«Appartengo a una generazione disgraziata a cavallo fra i vecchi tempi ed i nuovi, e che si trova a disagio in tutti e due. Per di più, come lei non avrà potuto fare a meno di accorgersi, sono privo d’illusioni.» –Tomasi di Lampedusa
LA TORRE
Uwe Tellkamp
Traduzione di F. Gabelli
Bompiani 2012
Tellkamp è un gigante tra i nani della letteratura contemporanea e “La Torre” è un capolavoro.
Il libro ha il respiro dei grandi austriaci, lo Stifter di Tarda Estate, L’Uomo senza Qualità di Musil, con quella prosa che sembra sgorgare da una sorgente infinita, i personaggi che si tirano e si respingono, il ritmo della narrazione scandito da onde lunghe oceaniche.
Eh sì, perché come si dice, è solo dopo le 500 pagine che un grande libro, da torrente bisbetico, si fa oceano inesorabile e potente e “La Torre” lo è, 1300 pagine di una Heimat letteraria della DDR, tragica e grottesca, meschina e sublime che ti sospinge avanti e avanti inebriandoti e alla fine, quelle pagine sono poche, ne vorresti altre mille, duemila, cinquemila.

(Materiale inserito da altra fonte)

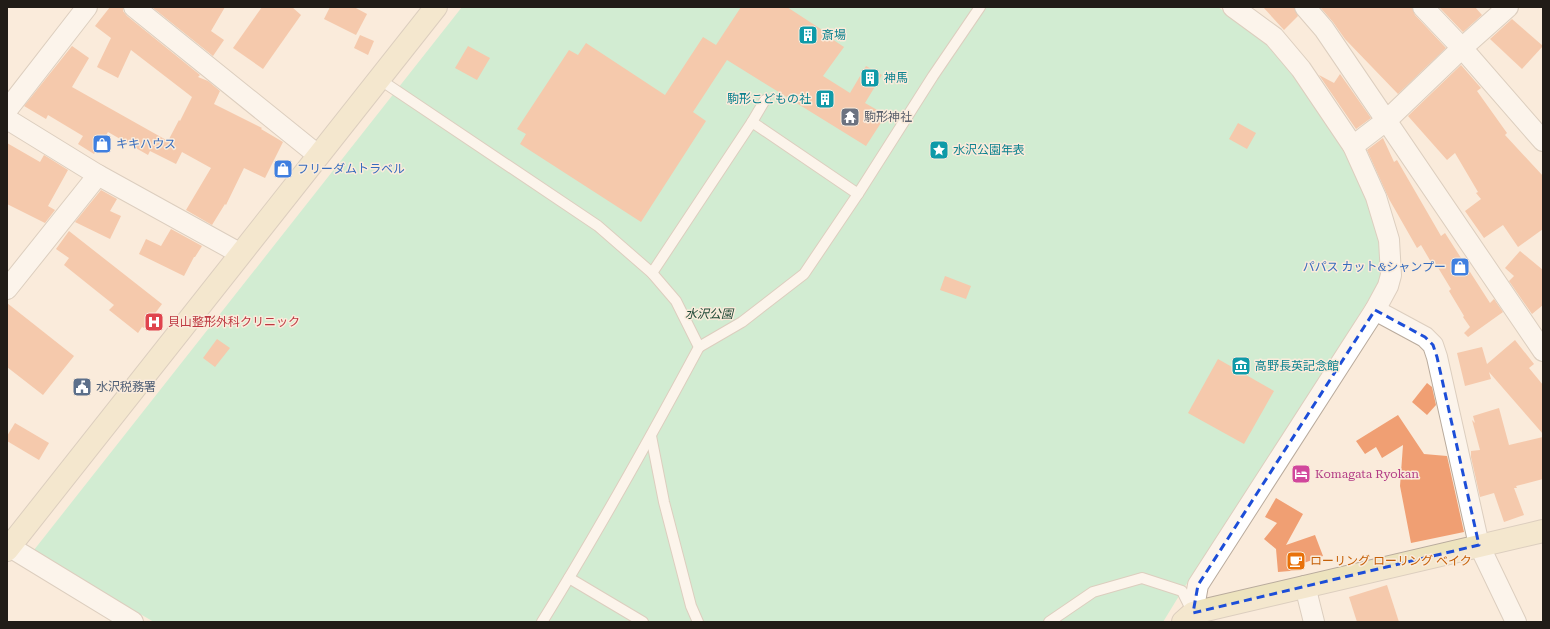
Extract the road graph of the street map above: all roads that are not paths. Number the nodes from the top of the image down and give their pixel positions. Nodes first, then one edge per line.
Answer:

Nella Torre brulicano storie di vite intrecciate dal caso che ha voluto che si pestassero i piedi, un po’ si bisticciassero e un po’ si scaldassero una con l’altra.
E ti rimangono dentro.
Riprendo questo commento a più di un anno di distanza dalla lettura e se anche ho perso i nomi dei personaggi e le vicende mi sovvengono a tratti grossi, quel sapore agro che pervade il libro, le tinte nebbiose, il contatto dei corpi, il volano della narrazione che gira, e gira, e gira e mi trascina sempre più dentro quella Torre, basta che chiuda gli occhi, riveda le pagine fini fini e l’immagine del libro aperto nelle mie mani, che subito ritorna il ricordo dolcissimo e l’amore per quelle parole.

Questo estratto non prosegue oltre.